- Born: Joshua Smith January 9, 1995 (age 31) Detroit, Michigan
- Website: www.yoshiflower.me

= Yoshi Flower =

American musician

Joshua Smith (born January 9, 1995), known professionally as Yoshi Flower, is an American singer, songwriter and record producer who is signed to Interscope Records.

== Early life ==
Joshua Smith was born in Detroit, Michigan. His father gave him his first guitar, which he received in lieu of money from an artist when his son was 6. At age 12 his father began to let him play in local Detroit bars.

== Career ==
2014-2019: Career beginnings

Smith began releasing music and playing live shows in his hometown Detroit. He played in various bands, and released 2 EPs as part of the duo Gosh Pith to critical acclaim. In 2017, he wrote and recorded his first solo demos while living in Topanga, California with electronic artist Elohim. The first of which, “Movies,” surfaced in March 2018 with The Fader comparing his lyrics to Lana Del Rey.

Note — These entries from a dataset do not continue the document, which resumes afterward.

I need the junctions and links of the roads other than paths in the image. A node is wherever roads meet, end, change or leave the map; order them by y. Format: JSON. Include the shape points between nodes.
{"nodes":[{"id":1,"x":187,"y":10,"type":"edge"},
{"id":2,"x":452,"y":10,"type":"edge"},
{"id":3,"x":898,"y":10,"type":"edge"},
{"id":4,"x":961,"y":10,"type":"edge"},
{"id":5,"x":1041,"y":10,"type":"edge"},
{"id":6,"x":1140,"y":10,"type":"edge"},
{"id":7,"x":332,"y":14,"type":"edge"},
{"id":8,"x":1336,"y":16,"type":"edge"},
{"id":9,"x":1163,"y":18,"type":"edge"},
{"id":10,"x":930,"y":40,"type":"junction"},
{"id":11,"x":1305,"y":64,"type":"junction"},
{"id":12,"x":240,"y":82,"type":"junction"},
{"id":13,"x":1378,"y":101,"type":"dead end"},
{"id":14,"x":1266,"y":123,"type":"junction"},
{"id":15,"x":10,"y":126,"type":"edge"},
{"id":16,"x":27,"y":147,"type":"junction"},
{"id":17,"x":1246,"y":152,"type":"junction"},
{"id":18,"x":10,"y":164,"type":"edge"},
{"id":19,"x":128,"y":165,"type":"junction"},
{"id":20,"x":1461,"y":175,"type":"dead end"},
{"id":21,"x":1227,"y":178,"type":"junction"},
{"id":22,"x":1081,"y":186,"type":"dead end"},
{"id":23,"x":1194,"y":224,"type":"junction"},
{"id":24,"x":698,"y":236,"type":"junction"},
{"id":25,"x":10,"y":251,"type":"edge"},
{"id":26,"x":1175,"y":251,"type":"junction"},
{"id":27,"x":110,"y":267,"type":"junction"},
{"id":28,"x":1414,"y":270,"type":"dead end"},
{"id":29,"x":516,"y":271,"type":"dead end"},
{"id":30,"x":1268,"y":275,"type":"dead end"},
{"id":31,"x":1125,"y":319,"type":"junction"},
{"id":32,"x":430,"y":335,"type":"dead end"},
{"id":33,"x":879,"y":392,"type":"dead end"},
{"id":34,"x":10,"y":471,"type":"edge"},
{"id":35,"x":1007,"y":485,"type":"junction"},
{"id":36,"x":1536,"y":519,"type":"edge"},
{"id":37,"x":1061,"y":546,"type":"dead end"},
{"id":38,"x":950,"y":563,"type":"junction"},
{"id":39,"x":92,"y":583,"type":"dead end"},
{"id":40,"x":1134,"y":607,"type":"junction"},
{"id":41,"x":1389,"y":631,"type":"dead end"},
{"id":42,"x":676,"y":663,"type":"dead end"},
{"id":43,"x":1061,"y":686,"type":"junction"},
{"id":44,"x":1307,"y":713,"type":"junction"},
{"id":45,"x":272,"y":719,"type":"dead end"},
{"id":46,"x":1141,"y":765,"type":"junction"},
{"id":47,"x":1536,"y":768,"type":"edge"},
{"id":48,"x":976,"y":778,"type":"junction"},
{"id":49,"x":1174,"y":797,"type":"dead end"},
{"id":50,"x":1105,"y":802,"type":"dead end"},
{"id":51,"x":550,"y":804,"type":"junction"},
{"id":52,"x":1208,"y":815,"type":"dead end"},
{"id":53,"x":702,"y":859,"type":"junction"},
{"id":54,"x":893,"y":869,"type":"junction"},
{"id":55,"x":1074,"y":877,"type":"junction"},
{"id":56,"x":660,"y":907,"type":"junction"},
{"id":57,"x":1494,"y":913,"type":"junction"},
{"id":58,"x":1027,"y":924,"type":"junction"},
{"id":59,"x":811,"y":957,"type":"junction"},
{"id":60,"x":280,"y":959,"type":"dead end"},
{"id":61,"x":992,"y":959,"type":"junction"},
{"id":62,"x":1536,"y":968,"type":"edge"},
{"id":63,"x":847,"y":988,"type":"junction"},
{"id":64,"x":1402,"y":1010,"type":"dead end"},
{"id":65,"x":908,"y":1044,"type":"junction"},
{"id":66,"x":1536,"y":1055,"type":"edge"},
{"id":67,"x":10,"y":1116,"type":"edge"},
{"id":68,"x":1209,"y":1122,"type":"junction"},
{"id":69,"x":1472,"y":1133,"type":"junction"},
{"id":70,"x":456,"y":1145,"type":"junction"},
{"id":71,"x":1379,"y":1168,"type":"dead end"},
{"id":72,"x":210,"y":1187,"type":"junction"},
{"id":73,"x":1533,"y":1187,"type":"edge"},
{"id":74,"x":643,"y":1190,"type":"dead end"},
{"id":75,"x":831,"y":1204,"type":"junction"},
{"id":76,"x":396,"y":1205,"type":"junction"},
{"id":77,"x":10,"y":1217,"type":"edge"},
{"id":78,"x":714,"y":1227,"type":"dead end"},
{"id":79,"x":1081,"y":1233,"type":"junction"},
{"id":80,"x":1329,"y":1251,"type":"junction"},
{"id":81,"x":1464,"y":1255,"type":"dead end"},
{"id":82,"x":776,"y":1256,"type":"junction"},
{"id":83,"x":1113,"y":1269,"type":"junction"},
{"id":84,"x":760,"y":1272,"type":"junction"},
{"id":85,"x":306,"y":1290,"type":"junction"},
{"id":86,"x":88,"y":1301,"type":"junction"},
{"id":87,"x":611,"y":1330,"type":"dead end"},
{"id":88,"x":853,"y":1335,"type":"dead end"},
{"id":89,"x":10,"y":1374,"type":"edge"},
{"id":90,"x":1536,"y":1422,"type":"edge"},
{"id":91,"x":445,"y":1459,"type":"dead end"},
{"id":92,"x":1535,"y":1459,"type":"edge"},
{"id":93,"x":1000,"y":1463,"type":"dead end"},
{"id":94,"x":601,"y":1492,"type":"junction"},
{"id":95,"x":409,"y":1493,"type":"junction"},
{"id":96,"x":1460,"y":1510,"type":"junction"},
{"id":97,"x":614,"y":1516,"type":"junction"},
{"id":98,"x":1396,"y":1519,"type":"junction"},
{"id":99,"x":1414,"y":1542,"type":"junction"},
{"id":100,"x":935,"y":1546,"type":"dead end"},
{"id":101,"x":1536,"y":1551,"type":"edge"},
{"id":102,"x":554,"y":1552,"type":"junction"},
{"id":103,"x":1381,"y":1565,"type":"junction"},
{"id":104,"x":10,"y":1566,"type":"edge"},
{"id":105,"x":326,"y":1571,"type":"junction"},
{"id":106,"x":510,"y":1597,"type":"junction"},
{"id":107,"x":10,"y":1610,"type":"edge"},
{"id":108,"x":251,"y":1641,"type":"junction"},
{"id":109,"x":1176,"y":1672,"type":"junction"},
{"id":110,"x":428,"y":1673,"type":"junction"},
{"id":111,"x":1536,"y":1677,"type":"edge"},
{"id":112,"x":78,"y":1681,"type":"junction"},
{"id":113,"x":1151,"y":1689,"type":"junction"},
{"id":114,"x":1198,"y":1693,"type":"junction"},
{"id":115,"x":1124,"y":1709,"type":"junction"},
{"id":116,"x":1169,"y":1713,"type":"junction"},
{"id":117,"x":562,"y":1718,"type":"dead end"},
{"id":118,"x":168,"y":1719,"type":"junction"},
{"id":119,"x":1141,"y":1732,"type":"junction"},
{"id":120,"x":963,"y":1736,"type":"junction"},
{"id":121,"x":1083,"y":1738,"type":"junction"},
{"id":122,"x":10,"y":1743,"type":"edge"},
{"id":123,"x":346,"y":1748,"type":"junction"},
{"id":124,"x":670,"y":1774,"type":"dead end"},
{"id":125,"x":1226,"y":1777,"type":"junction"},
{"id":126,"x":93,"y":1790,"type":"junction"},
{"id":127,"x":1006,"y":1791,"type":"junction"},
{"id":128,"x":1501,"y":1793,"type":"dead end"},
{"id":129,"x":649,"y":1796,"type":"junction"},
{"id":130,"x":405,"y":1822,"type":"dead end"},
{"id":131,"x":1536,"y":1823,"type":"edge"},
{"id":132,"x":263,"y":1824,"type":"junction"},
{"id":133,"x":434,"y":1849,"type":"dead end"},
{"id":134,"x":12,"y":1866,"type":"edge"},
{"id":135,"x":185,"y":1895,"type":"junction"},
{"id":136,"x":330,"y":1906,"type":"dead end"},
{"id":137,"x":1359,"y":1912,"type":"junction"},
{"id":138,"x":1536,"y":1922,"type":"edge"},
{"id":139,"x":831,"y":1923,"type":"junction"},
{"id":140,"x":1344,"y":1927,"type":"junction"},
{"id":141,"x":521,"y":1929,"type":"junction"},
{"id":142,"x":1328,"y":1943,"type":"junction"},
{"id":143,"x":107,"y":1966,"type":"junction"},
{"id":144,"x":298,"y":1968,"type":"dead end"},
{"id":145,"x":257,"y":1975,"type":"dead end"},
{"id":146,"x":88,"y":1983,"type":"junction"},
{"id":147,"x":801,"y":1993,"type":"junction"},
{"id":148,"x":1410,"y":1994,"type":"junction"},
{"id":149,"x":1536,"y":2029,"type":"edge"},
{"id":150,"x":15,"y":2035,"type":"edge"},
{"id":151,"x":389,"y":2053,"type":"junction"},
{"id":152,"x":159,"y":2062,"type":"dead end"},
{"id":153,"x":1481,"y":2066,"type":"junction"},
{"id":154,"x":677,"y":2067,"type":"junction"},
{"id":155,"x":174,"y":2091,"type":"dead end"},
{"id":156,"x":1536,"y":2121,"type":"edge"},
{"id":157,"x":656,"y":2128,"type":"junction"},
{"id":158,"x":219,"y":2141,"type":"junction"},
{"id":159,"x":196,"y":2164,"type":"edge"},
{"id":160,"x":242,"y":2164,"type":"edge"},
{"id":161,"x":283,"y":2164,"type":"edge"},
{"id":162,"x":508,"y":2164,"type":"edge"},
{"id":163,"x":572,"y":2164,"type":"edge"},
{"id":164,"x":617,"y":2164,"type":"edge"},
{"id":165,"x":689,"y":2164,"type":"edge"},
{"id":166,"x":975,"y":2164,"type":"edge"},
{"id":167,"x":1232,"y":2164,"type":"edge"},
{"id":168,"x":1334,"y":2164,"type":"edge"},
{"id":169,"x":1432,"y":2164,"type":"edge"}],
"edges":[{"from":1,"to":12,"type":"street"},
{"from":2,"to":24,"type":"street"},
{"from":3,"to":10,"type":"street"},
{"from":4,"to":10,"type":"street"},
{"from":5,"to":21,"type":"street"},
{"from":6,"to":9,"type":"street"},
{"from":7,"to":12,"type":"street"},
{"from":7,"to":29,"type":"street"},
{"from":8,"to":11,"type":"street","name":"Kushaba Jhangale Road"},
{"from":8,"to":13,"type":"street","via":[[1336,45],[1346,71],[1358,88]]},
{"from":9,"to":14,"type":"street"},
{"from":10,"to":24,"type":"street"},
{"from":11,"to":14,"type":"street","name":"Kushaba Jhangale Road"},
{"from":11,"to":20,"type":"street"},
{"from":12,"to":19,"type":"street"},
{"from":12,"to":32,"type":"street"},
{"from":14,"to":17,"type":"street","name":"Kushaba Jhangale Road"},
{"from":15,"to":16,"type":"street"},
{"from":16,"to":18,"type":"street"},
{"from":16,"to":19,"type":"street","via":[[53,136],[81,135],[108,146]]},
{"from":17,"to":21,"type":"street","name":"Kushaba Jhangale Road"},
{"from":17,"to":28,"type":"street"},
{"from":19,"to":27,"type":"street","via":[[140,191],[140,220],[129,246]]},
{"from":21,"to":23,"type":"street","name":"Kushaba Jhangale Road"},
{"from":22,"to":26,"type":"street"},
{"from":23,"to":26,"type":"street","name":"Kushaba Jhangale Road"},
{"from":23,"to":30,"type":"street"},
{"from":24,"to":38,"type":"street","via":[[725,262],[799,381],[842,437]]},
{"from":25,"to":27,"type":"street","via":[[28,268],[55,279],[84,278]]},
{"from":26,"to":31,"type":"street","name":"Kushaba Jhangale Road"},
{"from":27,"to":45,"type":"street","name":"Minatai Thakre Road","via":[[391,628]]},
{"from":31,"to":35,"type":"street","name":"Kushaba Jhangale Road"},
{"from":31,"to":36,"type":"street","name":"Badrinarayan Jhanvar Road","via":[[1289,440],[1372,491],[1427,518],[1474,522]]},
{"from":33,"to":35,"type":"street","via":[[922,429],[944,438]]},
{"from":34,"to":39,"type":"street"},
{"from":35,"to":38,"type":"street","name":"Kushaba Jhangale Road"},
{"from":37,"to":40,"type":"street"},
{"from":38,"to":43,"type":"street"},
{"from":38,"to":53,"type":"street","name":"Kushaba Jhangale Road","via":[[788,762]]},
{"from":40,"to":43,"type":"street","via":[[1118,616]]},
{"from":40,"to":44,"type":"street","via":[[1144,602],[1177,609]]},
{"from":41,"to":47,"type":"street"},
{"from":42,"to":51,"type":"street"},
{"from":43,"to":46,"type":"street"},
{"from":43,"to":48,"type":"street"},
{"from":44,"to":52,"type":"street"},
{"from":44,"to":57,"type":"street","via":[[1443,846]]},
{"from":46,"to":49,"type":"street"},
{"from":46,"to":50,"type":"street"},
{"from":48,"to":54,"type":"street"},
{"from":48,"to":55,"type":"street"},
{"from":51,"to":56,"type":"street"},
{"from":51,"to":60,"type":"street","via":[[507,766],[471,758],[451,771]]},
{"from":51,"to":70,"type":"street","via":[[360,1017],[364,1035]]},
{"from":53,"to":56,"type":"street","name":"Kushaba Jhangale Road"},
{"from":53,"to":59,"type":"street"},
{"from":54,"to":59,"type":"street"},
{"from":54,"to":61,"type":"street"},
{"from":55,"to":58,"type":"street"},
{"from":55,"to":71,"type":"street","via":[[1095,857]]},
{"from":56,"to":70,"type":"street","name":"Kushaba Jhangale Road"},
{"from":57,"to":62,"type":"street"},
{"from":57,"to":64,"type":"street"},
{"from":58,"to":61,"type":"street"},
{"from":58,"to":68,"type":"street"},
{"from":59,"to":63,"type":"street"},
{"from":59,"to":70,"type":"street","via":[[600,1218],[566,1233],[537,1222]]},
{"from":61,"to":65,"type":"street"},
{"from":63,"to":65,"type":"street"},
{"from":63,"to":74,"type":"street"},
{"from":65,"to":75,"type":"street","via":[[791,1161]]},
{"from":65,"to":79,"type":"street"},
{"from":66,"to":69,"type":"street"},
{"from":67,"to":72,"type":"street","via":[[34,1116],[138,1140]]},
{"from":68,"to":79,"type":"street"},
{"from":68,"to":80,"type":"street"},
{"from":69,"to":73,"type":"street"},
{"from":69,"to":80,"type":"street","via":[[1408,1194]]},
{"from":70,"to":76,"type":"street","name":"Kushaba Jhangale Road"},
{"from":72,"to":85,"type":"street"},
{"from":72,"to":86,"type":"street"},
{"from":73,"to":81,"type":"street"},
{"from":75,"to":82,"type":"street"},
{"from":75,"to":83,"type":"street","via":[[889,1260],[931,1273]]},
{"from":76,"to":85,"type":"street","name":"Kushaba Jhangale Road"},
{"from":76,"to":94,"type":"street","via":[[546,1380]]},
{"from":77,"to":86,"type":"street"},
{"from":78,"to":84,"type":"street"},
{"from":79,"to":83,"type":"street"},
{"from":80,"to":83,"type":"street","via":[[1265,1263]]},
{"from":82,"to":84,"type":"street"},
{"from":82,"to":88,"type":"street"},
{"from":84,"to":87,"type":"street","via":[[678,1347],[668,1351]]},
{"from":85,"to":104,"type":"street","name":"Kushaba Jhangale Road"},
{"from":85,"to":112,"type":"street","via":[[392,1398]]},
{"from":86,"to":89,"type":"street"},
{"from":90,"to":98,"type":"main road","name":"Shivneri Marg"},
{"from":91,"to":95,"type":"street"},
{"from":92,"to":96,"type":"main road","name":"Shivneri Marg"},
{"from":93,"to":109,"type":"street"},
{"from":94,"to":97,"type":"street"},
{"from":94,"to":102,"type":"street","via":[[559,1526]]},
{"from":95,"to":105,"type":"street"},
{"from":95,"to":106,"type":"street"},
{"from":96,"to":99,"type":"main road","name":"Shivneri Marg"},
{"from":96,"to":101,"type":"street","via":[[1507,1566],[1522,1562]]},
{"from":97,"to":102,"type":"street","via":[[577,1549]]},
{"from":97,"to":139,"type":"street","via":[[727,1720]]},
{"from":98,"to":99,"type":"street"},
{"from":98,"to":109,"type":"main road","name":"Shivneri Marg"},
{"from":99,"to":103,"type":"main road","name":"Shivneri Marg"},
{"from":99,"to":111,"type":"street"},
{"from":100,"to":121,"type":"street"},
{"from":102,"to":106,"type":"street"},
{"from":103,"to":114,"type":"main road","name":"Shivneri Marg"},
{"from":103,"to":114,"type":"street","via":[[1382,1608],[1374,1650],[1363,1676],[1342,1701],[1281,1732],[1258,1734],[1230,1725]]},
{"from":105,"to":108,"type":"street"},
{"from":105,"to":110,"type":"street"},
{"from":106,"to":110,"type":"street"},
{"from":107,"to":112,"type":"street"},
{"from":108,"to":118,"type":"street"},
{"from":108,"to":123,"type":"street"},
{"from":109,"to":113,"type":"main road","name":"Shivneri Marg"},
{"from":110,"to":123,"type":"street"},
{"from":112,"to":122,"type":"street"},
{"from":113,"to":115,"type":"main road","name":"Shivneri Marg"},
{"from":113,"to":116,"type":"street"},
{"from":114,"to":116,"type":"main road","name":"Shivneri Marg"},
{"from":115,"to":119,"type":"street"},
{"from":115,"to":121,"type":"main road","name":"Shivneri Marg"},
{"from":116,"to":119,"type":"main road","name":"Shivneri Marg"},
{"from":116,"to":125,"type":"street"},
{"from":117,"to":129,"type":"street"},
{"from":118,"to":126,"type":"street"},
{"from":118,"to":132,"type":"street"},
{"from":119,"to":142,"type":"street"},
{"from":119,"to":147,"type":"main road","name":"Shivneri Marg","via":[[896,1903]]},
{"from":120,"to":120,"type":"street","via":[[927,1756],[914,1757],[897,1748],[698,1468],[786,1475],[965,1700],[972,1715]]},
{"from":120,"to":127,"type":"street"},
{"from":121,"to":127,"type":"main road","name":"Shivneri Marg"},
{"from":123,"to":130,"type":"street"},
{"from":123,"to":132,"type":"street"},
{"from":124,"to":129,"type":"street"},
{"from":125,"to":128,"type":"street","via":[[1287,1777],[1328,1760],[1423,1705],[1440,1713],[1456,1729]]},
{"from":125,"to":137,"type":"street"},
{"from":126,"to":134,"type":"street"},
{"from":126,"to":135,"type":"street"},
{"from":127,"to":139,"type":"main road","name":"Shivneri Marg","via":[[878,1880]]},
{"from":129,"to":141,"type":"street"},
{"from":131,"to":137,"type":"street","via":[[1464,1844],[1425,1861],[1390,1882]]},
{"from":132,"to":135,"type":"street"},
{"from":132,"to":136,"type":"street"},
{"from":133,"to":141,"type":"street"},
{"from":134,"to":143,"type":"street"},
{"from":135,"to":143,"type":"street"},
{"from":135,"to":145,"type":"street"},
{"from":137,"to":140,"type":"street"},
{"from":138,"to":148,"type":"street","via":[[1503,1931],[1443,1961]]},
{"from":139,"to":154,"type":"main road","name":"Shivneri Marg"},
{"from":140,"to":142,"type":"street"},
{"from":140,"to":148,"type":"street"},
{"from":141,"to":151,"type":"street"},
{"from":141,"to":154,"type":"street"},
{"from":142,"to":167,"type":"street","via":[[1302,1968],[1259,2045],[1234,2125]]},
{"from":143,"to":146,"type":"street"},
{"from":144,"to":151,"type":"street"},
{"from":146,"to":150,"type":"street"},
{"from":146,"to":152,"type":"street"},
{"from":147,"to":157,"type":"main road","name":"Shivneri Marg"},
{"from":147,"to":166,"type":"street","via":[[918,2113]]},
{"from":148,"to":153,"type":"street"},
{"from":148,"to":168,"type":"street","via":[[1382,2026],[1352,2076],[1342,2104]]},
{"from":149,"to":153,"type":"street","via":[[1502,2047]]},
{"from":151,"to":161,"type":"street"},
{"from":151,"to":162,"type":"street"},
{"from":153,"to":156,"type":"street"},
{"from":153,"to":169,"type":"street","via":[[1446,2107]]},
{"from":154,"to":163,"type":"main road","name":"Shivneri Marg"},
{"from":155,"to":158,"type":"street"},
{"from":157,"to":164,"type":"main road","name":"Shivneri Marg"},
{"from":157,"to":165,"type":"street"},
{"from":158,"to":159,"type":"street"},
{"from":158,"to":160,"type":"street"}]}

After releasing two more songs independently, “Woke” and “Just On Drugs” respectively, Flower signed a record deal with Interscope Records. Following his singing, he released the Brown Paper Bag (Maxi) single via GRDN/Interscope Records. The lead single of which was featured in the Netflix show ‘On My Block.’ The project also included a remix from Take A Day Trip, and a reimagined version of the single featuring Rico Nasty.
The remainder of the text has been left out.